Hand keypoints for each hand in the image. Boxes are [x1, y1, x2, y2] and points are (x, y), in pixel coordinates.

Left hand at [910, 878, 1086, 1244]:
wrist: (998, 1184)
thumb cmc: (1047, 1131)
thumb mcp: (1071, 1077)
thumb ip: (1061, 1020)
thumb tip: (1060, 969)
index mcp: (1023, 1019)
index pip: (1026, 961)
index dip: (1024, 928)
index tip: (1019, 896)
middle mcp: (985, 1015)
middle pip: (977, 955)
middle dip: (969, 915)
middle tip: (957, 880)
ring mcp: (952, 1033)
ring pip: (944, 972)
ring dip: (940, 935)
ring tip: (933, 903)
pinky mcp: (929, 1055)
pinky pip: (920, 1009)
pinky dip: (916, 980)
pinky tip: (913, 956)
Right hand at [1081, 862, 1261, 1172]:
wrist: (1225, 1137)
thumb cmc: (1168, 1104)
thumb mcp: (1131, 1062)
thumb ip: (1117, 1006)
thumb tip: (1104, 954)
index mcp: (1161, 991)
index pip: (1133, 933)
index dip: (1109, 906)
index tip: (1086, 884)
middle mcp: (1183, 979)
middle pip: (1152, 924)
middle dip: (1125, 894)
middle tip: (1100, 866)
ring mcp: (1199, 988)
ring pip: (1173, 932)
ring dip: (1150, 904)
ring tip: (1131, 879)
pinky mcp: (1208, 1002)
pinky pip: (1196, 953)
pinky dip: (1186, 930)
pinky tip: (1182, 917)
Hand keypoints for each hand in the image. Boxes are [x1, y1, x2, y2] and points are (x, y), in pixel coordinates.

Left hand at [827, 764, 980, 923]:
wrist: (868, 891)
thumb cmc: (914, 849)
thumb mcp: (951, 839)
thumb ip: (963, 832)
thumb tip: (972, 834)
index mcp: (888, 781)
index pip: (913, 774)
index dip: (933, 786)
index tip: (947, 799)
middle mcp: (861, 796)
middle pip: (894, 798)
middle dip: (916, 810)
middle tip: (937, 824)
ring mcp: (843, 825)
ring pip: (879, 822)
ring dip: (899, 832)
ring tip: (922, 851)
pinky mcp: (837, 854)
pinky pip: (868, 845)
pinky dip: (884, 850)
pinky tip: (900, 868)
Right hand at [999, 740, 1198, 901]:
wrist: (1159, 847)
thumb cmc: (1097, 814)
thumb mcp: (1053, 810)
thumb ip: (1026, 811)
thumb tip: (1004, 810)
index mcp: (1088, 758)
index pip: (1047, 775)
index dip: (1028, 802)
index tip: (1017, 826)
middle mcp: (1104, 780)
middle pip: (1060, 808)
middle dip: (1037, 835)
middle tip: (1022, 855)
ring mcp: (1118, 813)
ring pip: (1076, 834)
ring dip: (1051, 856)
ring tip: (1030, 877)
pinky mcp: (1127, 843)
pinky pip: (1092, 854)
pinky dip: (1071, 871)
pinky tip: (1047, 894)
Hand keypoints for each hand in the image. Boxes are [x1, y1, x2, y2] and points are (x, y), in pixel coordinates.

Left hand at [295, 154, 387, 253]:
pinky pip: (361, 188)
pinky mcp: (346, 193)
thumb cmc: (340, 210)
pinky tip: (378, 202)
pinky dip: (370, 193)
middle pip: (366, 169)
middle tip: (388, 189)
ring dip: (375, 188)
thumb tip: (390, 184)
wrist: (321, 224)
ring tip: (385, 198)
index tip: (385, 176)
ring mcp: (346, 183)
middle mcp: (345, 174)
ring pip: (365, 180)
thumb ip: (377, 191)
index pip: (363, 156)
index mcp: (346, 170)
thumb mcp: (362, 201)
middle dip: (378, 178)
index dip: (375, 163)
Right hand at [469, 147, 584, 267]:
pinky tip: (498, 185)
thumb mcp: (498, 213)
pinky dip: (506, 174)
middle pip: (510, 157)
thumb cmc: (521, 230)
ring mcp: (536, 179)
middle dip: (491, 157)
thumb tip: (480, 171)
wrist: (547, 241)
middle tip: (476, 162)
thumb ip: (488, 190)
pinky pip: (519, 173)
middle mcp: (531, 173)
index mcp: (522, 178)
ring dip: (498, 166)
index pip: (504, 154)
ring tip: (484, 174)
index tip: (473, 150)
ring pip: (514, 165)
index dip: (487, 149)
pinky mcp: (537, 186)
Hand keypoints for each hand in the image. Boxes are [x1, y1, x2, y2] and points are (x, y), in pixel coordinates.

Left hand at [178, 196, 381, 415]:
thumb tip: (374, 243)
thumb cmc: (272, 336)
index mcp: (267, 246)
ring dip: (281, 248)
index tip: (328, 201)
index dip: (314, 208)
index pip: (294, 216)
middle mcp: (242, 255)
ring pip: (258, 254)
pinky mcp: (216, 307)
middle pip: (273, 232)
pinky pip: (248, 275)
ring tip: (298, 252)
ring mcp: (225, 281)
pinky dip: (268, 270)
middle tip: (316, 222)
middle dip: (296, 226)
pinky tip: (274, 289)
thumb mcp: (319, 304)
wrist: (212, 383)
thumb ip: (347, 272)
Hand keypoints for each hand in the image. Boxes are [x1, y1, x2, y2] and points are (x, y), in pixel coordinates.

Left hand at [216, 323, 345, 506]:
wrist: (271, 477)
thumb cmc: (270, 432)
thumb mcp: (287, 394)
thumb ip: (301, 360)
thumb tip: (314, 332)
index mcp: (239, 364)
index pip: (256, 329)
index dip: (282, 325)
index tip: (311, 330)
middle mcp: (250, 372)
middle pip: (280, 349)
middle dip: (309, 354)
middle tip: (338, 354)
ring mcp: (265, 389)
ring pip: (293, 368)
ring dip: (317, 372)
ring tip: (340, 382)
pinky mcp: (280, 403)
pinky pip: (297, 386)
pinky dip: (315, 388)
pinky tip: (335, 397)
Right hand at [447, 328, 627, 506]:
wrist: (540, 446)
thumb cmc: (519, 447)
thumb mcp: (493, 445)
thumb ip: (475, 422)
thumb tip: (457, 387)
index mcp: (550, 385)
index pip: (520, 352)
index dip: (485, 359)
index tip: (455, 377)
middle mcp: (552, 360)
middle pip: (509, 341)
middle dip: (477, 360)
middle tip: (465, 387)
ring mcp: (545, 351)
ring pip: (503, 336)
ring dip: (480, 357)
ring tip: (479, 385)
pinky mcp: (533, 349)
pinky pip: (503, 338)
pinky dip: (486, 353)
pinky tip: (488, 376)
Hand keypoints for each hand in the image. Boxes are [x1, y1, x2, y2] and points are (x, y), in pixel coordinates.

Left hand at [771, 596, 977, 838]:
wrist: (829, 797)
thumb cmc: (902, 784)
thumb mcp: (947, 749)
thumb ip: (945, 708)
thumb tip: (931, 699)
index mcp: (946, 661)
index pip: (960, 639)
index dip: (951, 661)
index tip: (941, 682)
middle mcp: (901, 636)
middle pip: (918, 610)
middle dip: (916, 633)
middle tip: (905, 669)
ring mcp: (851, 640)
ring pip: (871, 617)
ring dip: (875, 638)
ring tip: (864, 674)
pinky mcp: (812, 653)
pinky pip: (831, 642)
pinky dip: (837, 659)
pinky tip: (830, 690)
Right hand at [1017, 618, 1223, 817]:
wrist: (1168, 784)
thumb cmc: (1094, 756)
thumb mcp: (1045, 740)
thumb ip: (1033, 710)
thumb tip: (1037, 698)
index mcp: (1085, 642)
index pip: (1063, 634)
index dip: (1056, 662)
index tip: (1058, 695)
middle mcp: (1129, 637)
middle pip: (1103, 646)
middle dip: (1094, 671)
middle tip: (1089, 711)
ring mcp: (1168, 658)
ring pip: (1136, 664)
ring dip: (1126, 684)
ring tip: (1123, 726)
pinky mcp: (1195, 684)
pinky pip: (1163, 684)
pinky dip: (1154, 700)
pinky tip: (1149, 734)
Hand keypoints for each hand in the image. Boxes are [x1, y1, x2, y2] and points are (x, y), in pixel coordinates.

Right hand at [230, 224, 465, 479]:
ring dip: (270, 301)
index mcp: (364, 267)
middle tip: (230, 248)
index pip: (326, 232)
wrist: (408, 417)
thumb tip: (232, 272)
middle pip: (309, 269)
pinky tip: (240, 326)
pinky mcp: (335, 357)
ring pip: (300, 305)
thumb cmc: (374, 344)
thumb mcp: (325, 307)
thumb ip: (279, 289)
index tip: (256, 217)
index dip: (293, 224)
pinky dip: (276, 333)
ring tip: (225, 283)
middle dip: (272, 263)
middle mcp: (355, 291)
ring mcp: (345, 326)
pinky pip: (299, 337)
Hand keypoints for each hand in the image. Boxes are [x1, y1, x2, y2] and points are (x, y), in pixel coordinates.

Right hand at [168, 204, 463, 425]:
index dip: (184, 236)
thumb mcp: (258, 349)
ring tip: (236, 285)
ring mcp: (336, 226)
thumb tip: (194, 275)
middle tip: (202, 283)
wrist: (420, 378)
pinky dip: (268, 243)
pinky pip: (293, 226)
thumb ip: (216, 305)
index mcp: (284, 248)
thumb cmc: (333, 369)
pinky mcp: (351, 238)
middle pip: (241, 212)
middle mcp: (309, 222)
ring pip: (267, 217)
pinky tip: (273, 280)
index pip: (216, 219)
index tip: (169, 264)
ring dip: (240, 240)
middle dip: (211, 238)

++++++++++

- **AIM OF THE TASK**
Collect the lines of the records that include the string "Left".

- **TASK SOLUTION**
Left hand at [910, 878, 1086, 1244]:
Left hand at [827, 764, 980, 923]:
Left hand at [295, 154, 387, 253]:
Left hand at [178, 196, 381, 415]:
Left hand at [216, 323, 345, 506]:
Left hand at [771, 596, 977, 838]:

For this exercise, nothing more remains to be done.